Now, on to integrated verticals. In line with the previous quarter, our integrated verticals segment grew GMV and revenue by 3227%, driven by more daily orders per store and larger basket sizes, despite having reduced the demarts footprint throughout the year. As a result of increased store utilization, as well as improved supplier conditions and growing ad tech business, the gross profit margin continues to expand further. This shows that with increasing operational size as well as improved customer retention and frequency, scale benefits become more visible and significant on the path to segmental profitability. Consequently, the adjusted EBITDA of the Demarts business has improved by more than 80% throughout 2024, and the business generated a positive adjusted EBITDA in December, excluding the effects from hyperinflation accounting.
For 2025, we expect further dynamic growth in this segment and adjusted EBITDA at a breakeven level. Let's now have a closer look at the gross profit margin development on group level. We managed to accelerate gross profit margin in Q4 to new record levels. Especially MENA and the AmeriCars are are already within our long term gross profit margin target range of 10 to 13%. For Asia, you might recall that we stopped offering free delivery for non subscribers in Korea from September onwards, which helped gross profit margins to rebound throughout Q4.
As just mentioned before, our Demands business improved its gross profit margin significantly throughout 2024. With increasing scale benefits, we expect this positive trajectory to continue further into 2025. As a side note, we have started to include the gross profit margin of the integrated vertical business in this chart, within the group gross profit margin. For our full year financials, our GMV grew by 8% to almost €49,000,000,000 and segment revenue by 22% to almost €13,000,000,000. On an adjusted EBITDA level, we have shown a great performance with an uplift of almost €500,000,000 and recorded a full year result of around seven fifty million euro.

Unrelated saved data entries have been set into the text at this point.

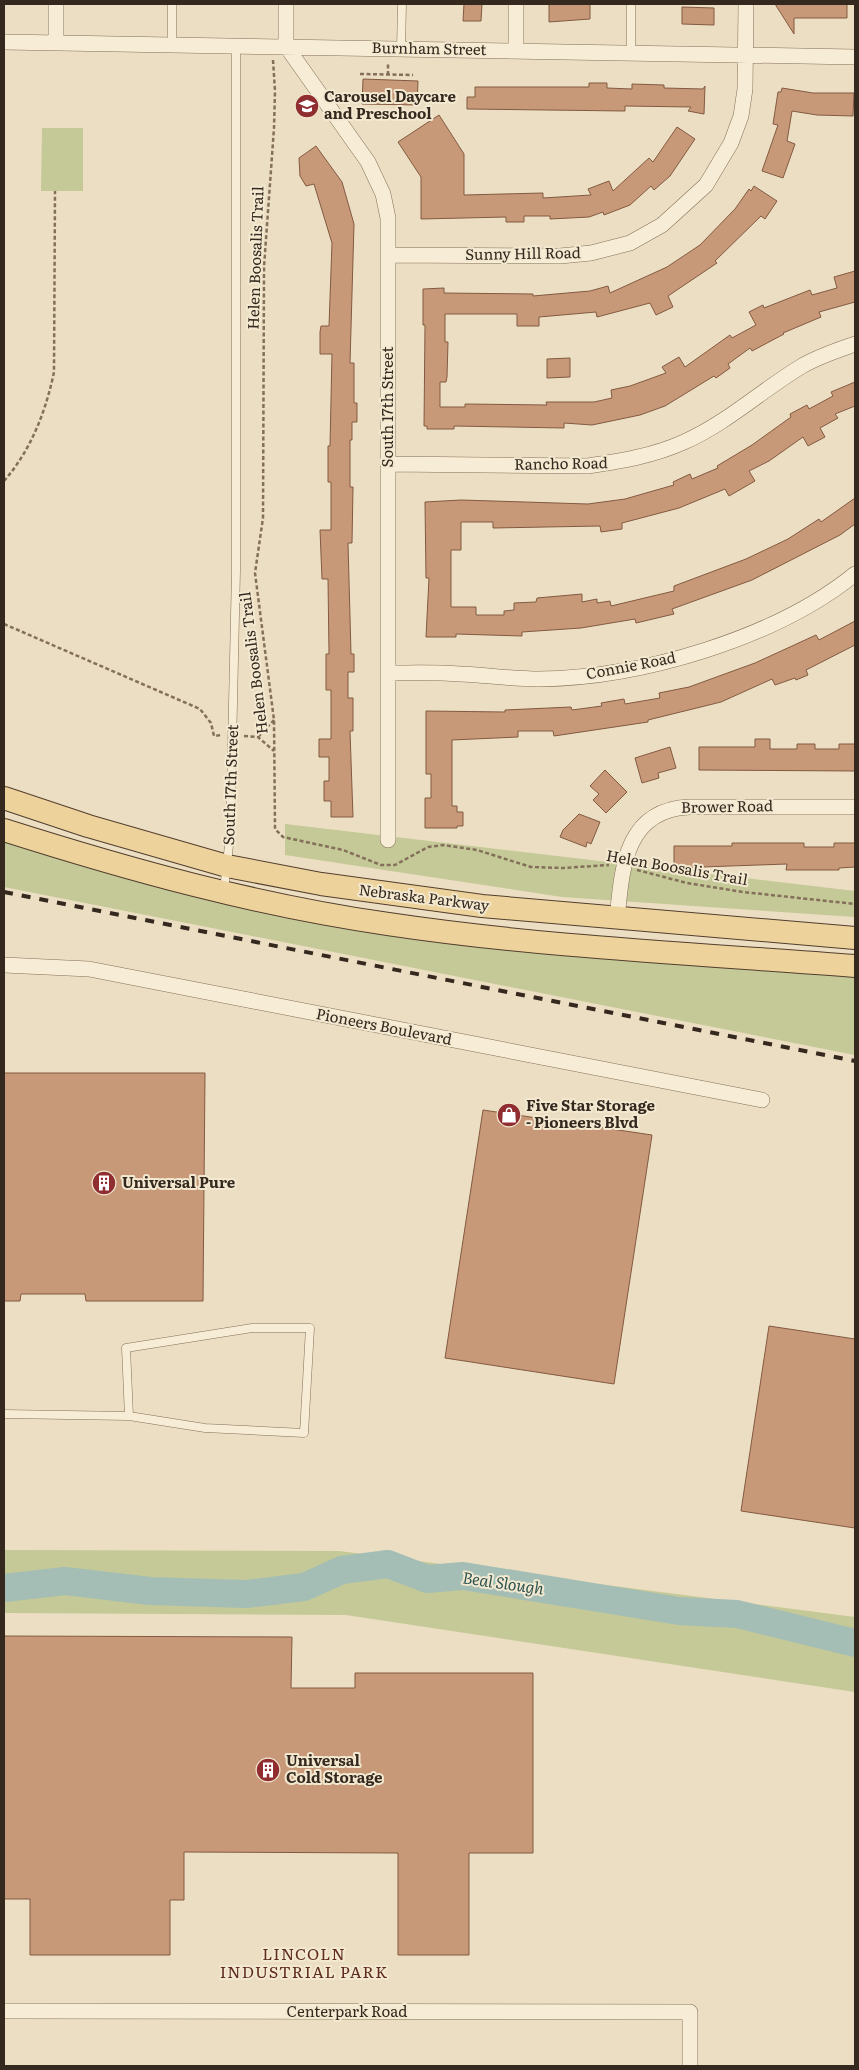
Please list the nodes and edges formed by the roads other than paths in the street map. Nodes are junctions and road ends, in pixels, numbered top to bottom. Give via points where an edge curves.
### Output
1 (56, 4) edge
2 (172, 4) edge
3 (286, 4) edge
4 (402, 4) edge
5 (516, 4) edge
6 (631, 4) edge
7 (746, 4) edge
8 (4, 42) edge
9 (56, 43) junction
10 (172, 44) junction
11 (236, 45) junction
12 (279, 46) junction
13 (401, 49) junction
14 (516, 51) junction
15 (631, 53) junction
16 (746, 55) junction
17 (855, 57) edge
18 (388, 255) junction
19 (855, 344) edge
20 (388, 464) junction
21 (855, 574) edge
22 (388, 673) junction
23 (4, 798) edge
24 (855, 807) edge
25 (4, 830) edge
26 (388, 840) dead end
27 (227, 866) junction
28 (223, 894) junction
29 (617, 919) junction
30 (855, 938) edge
31 (4, 965) edge
32 (855, 966) edge
33 (762, 1100) dead end
34 (4, 1414) edge
35 (129, 1416) junction
36 (4, 2011) edge
37 (690, 2066) edge

1 - 9 street
2 - 10 lane
3 - 12 street
4 - 13 lane
5 - 14 street
6 - 15 lane
7 - 16 street, Sunny Hill Road
8 - 9 street, Burnham Street
9 - 10 street, Burnham Street
10 - 11 street, Burnham Street
11 - 12 street, Burnham Street
11 - 27 lane, South 17th Street via 236,571
12 - 13 street, Burnham Street
12 - 18 street, South 17th Street via 374,172 386,206
13 - 14 street, Burnham Street
14 - 15 street, Burnham Street
15 - 16 street, Burnham Street
16 - 17 street, Burnham Street
16 - 18 street, Sunny Hill Road via 742,109 724,158 695,197 650,233 630,243 590,253 560,256
18 - 20 street, South 17th Street
19 - 20 street, Rancho Road via 804,365 718,424 654,454 588,466
20 - 22 street, South 17th Street
21 - 22 street, Connie Road via 830,594 756,630 688,655 641,666 540,679
22 - 26 street, South 17th Street
23 - 27 main road, Nebraska Parkway
24 - 29 street, Brower Road via 676,807 653,817 643,825 631,844 624,867
25 - 28 main road, Nebraska Parkway
27 - 28 lane, South 17th Street
27 - 29 main road, Nebraska Parkway via 403,897
28 - 32 main road, Nebraska Parkway via 387,924 478,936
29 - 30 main road, Nebraska Parkway
31 - 33 street, Pioneers Boulevard via 89,969
34 - 35 lane
35 - 35 lane via 205,1428 304,1433 310,1328 252,1328 126,1348
36 - 37 street, Centerpark Road via 690,2012

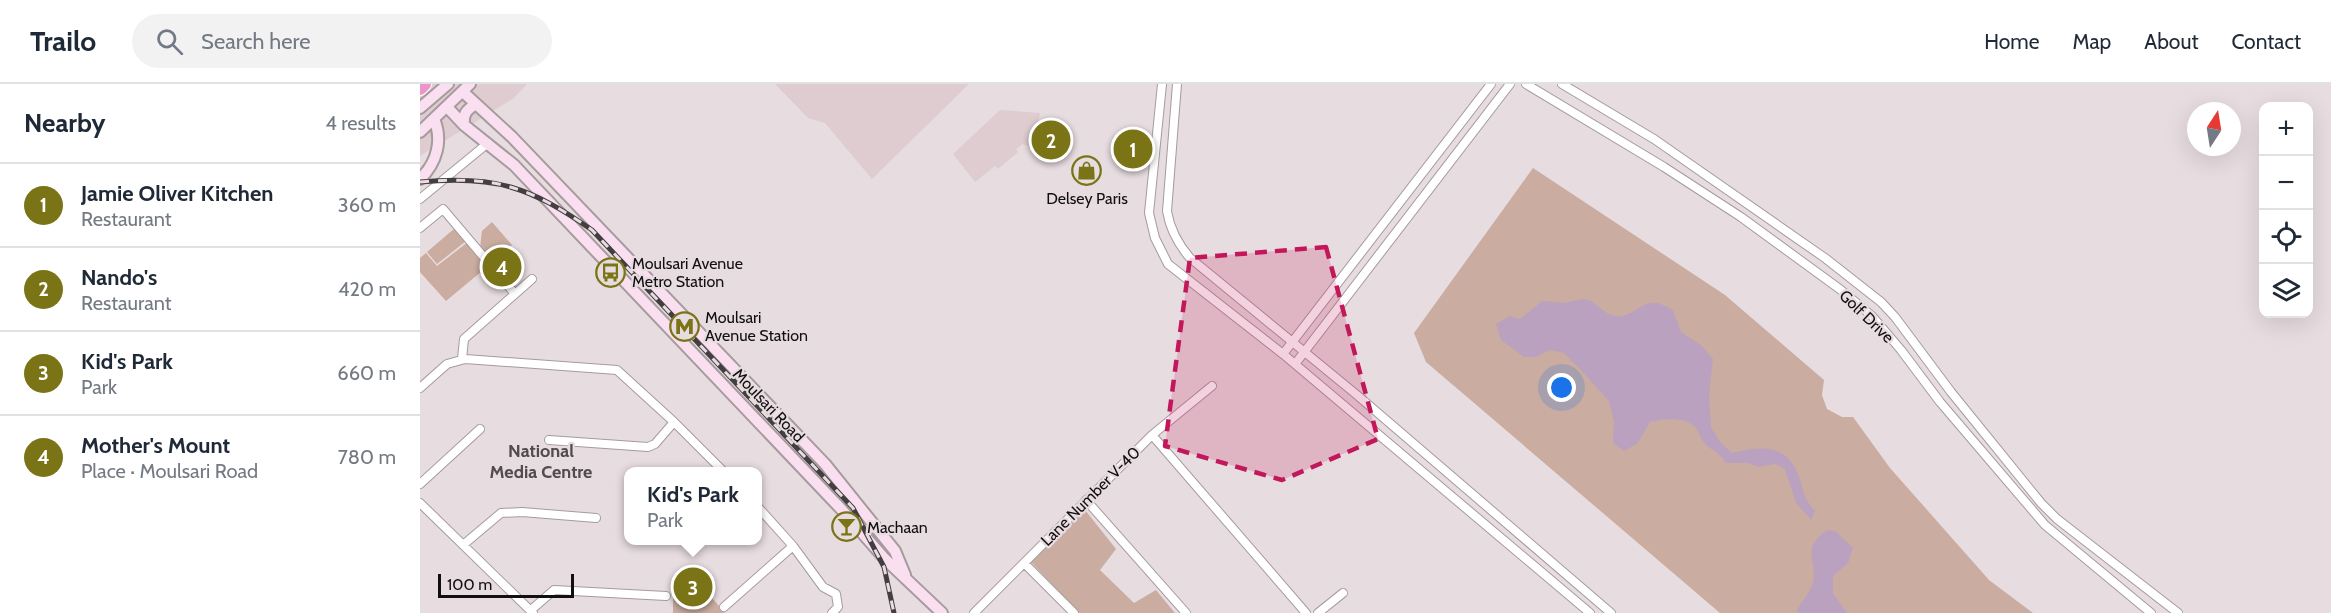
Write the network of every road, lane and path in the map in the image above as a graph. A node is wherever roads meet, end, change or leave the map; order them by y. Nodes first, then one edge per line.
1 (424, 84) edge
2 (448, 84) edge
3 (1162, 84) edge
4 (1177, 84) edge
5 (1491, 84) edge
6 (1510, 84) edge
7 (1526, 84) edge
8 (1562, 84) edge
9 (420, 88) edge
10 (466, 88) edge
11 (476, 104) junction
12 (447, 107) junction
13 (420, 108) edge
14 (434, 119) junction
15 (464, 125) junction
16 (420, 132) edge
17 (488, 143) junction
18 (420, 178) edge
19 (420, 199) edge
20 (420, 228) edge
21 (532, 279) dead end
22 (515, 294) junction
23 (1293, 342) junction
24 (1305, 351) junction
25 (1283, 354) junction
26 (462, 359) junction
27 (1295, 364) junction
28 (1212, 386) dead end
29 (420, 388) edge
30 (1951, 392) junction
31 (1940, 402) junction
32 (674, 422) junction
33 (480, 429) dead end
34 (1152, 435) junction
35 (549, 440) dead end
36 (1416, 446) junction
37 (1407, 457) junction
38 (720, 467) edge
39 (420, 484) edge
40 (1086, 500) junction
41 (420, 503) edge
42 (762, 511) edge
43 (596, 518) dead end
44 (463, 545) junction
45 (793, 546) junction
46 (1024, 563) junction
47 (906, 578) junction
48 (1343, 593) dead end
49 (666, 596) dead end
50 (1598, 602) junction
51 (724, 607) dead end
52 (532, 612) edge
53 (832, 613) edge
54 (942, 613) edge
55 (974, 613) edge
56 (1074, 613) edge
57 (1186, 613) edge
58 (1306, 613) edge
59 (1318, 613) edge
60 (1590, 613) edge
61 (1611, 613) edge
62 (2151, 613) edge
63 (2178, 613) edge

1 - 9 highway
2 - 13 street
3 - 25 street
4 - 23 street
5 - 23 street
6 - 24 street
7 - 31 street, Golf Drive
8 - 30 street, Golf Drive
10 - 11 street, Moulsari Road
10 - 12 street
11 - 15 street
11 - 47 street, Moulsari Road
12 - 14 street
12 - 15 street, Moulsari Road
14 - 16 street
14 - 18 street
15 - 17 street, Moulsari Road
17 - 19 street
17 - 47 street, Moulsari Road
20 - 22 street
21 - 22 street
22 - 26 street
23 - 24 street
23 - 25 street
24 - 27 street
24 - 36 street
25 - 27 street
26 - 29 street
26 - 32 street
27 - 37 street
28 - 34 street, Lane Number V-40
30 - 31 street
30 - 63 street, Golf Drive
31 - 62 street, Golf Drive
32 - 35 street
32 - 38 street
33 - 39 street
34 - 40 street, Lane Number V-40
34 - 58 street
36 - 37 street
36 - 50 street
37 - 60 street
40 - 46 street, Lane Number V-40
40 - 57 street
41 - 44 street
42 - 45 street
43 - 44 street
44 - 52 street
45 - 51 street
45 - 53 street
46 - 55 street, Lane Number V-40
46 - 56 street
47 - 54 street, Moulsari Road
48 - 59 street
49 - 52 street
50 - 60 street
50 - 61 street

With ongoing profitability measures, we reached improvements in all segments. We posted a free cash flow of around €100,000,000 implying an uplift of around €466,000,000 reaching the top end of our previously increased guidance range. A great job by all teams across the company. I would now like to circle back on commitments we made to drive loss making markets and integrated verticals to profitability. As you can see, we have fully achieved our goals for the platform side and we are only €800,000 short from reaching the breakeven target for integrated verticals.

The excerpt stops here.